Output the records exactly, with no line skipped.

Stored data entries
§
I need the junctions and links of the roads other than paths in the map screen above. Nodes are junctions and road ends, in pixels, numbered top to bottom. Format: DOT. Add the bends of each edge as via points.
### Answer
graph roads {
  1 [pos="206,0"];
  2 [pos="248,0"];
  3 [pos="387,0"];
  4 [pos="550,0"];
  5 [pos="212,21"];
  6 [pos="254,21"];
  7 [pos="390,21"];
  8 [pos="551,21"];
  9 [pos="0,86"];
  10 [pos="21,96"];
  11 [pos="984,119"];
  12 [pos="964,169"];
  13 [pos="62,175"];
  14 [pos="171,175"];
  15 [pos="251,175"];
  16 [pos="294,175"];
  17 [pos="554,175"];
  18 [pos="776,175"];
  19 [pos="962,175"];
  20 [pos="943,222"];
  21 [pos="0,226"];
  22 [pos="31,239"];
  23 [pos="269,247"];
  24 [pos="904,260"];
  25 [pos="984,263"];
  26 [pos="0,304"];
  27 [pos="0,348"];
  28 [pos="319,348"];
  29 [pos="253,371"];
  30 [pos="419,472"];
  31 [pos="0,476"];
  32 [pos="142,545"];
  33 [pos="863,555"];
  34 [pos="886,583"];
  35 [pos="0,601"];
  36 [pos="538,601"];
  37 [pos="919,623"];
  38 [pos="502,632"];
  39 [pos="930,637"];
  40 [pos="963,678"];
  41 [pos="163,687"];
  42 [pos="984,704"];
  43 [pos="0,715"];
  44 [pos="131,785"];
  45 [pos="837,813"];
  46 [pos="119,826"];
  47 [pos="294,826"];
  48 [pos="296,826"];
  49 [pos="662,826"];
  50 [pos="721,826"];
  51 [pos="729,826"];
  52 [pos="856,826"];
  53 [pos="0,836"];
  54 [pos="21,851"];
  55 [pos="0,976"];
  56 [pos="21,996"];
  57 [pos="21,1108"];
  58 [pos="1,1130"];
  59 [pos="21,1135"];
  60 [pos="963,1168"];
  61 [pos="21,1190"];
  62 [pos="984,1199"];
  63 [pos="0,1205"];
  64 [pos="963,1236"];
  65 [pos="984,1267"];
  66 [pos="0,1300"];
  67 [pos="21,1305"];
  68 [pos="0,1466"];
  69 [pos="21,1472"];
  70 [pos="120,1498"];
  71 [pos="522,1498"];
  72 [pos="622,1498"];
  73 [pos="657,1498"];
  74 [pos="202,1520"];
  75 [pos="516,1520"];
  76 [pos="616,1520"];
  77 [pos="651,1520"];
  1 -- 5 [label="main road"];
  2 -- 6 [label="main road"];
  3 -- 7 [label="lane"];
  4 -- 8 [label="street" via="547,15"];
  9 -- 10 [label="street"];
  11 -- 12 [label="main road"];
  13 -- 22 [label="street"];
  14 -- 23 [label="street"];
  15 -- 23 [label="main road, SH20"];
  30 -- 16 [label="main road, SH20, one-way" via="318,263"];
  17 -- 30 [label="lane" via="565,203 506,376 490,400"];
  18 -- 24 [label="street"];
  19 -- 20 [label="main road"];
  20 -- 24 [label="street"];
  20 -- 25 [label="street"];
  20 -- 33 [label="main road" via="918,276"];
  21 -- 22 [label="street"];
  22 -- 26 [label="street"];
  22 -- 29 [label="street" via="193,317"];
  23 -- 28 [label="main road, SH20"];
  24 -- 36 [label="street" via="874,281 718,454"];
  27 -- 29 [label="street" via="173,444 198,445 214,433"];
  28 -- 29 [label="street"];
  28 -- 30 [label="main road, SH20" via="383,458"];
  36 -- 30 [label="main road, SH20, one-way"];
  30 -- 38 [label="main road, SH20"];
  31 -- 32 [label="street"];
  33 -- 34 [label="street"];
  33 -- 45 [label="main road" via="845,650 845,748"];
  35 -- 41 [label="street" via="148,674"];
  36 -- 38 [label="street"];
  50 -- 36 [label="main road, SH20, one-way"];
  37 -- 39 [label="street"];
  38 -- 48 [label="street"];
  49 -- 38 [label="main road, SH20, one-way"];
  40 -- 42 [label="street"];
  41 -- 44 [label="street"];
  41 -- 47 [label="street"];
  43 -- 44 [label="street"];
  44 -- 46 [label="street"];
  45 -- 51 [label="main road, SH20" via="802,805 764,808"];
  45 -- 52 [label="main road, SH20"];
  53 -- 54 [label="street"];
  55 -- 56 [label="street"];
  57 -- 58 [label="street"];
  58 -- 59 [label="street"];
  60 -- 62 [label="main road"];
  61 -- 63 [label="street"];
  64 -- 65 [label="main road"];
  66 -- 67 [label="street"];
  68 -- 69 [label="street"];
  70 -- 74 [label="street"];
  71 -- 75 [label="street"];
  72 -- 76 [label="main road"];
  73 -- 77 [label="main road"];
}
§
• **Expected output**:
I need the junctions and links of the roads other than paths in the map screen above. Nodes are junctions and road ends, in pixels, numbered top to bottom. Format: DOT. Add the bends of each edge as via points.
### Answer
graph roads {
  1 [pos="206,0"];
  2 [pos="248,0"];
  3 [pos="387,0"];
  4 [pos="550,0"];
  5 [pos="212,21"];
  6 [pos="254,21"];
  7 [pos="390,21"];
  8 [pos="551,21"];
  9 [pos="0,86"];
  10 [pos="21,96"];
  11 [pos="984,119"];
  12 [pos="964,169"];
  13 [pos="62,175"];
  14 [pos="171,175"];
  15 [pos="251,175"];
  16 [pos="294,175"];
  17 [pos="554,175"];
  18 [pos="776,175"];
  19 [pos="962,175"];
  20 [pos="943,222"];
  21 [pos="0,226"];
  22 [pos="31,239"];
  23 [pos="269,247"];
  24 [pos="904,260"];
  25 [pos="984,263"];
  26 [pos="0,304"];
  27 [pos="0,348"];
  28 [pos="319,348"];
  29 [pos="253,371"];
  30 [pos="419,472"];
  31 [pos="0,476"];
  32 [pos="142,545"];
  33 [pos="863,555"];
  34 [pos="886,583"];
  35 [pos="0,601"];
  36 [pos="538,601"];
  37 [pos="919,623"];
  38 [pos="502,632"];
  39 [pos="930,637"];
  40 [pos="963,678"];
  41 [pos="163,687"];
  42 [pos="984,704"];
  43 [pos="0,715"];
  44 [pos="131,785"];
  45 [pos="837,813"];
  46 [pos="119,826"];
  47 [pos="294,826"];
  48 [pos="296,826"];
  49 [pos="662,826"];
  50 [pos="721,826"];
  51 [pos="729,826"];
  52 [pos="856,826"];
  53 [pos="0,836"];
  54 [pos="21,851"];
  55 [pos="0,976"];
  56 [pos="21,996"];
  57 [pos="21,1108"];
  58 [pos="1,1130"];
  59 [pos="21,1135"];
  60 [pos="963,1168"];
  61 [pos="21,1190"];
  62 [pos="984,1199"];
  63 [pos="0,1205"];
  64 [pos="963,1236"];
  65 [pos="984,1267"];
  66 [pos="0,1300"];
  67 [pos="21,1305"];
  68 [pos="0,1466"];
  69 [pos="21,1472"];
  70 [pos="120,1498"];
  71 [pos="522,1498"];
  72 [pos="622,1498"];
  73 [pos="657,1498"];
  74 [pos="202,1520"];
  75 [pos="516,1520"];
  76 [pos="616,1520"];
  77 [pos="651,1520"];
  1 -- 5 [label="main road"];
  2 -- 6 [label="main road"];
  3 -- 7 [label="lane"];
  4 -- 8 [label="street" via="547,15"];
  9 -- 10 [label="street"];
  11 -- 12 [label="main road"];
  13 -- 22 [label="street"];
  14 -- 23 [label="street"];
  15 -- 23 [label="main road, SH20"];
  30 -- 16 [label="main road, SH20, one-way" via="318,263"];
  17 -- 30 [label="lane" via="565,203 506,376 490,400"];
  18 -- 24 [label="street"];
  19 -- 20 [label="main road"];
  20 -- 24 [label="street"];
  20 -- 25 [label="street"];
  20 -- 33 [label="main road" via="918,276"];
  21 -- 22 [label="street"];
  22 -- 26 [label="street"];
  22 -- 29 [label="street" via="193,317"];
  23 -- 28 [label="main road, SH20"];
  24 -- 36 [label="street" via="874,281 718,454"];
  27 -- 29 [label="street" via="173,444 198,445 214,433"];
  28 -- 29 [label="street"];
  28 -- 30 [label="main road, SH20" via="383,458"];
  36 -- 30 [label="main road, SH20, one-way"];
  30 -- 38 [label="main road, SH20"];
  31 -- 32 [label="street"];
  33 -- 34 [label="street"];
  33 -- 45 [label="main road" via="845,650 845,748"];
  35 -- 41 [label="street" via="148,674"];
  36 -- 38 [label="street"];
  50 -- 36 [label="main road, SH20, one-way"];
  37 -- 39 [label="street"];
  38 -- 48 [label="street"];
  49 -- 38 [label="main road, SH20, one-way"];
  40 -- 42 [label="street"];
  41 -- 44 [label="street"];
  41 -- 47 [label="street"];
  43 -- 44 [label="street"];
  44 -- 46 [label="street"];
  45 -- 51 [label="main road, SH20" via="802,805 764,808"];
  45 -- 52 [label="main road, SH20"];
  53 -- 54 [label="street"];
  55 -- 56 [label="street"];
  57 -- 58 [label="street"];
  58 -- 59 [label="street"];
  60 -- 62 [label="main road"];
  61 -- 63 [label="street"];
  64 -- 65 [label="main road"];
  66 -- 67 [label="street"];
  68 -- 69 [label="street"];
  70 -- 74 [label="street"];
  71 -- 75 [label="street"];
  72 -- 76 [label="main road"];
  73 -- 77 [label="main road"];
}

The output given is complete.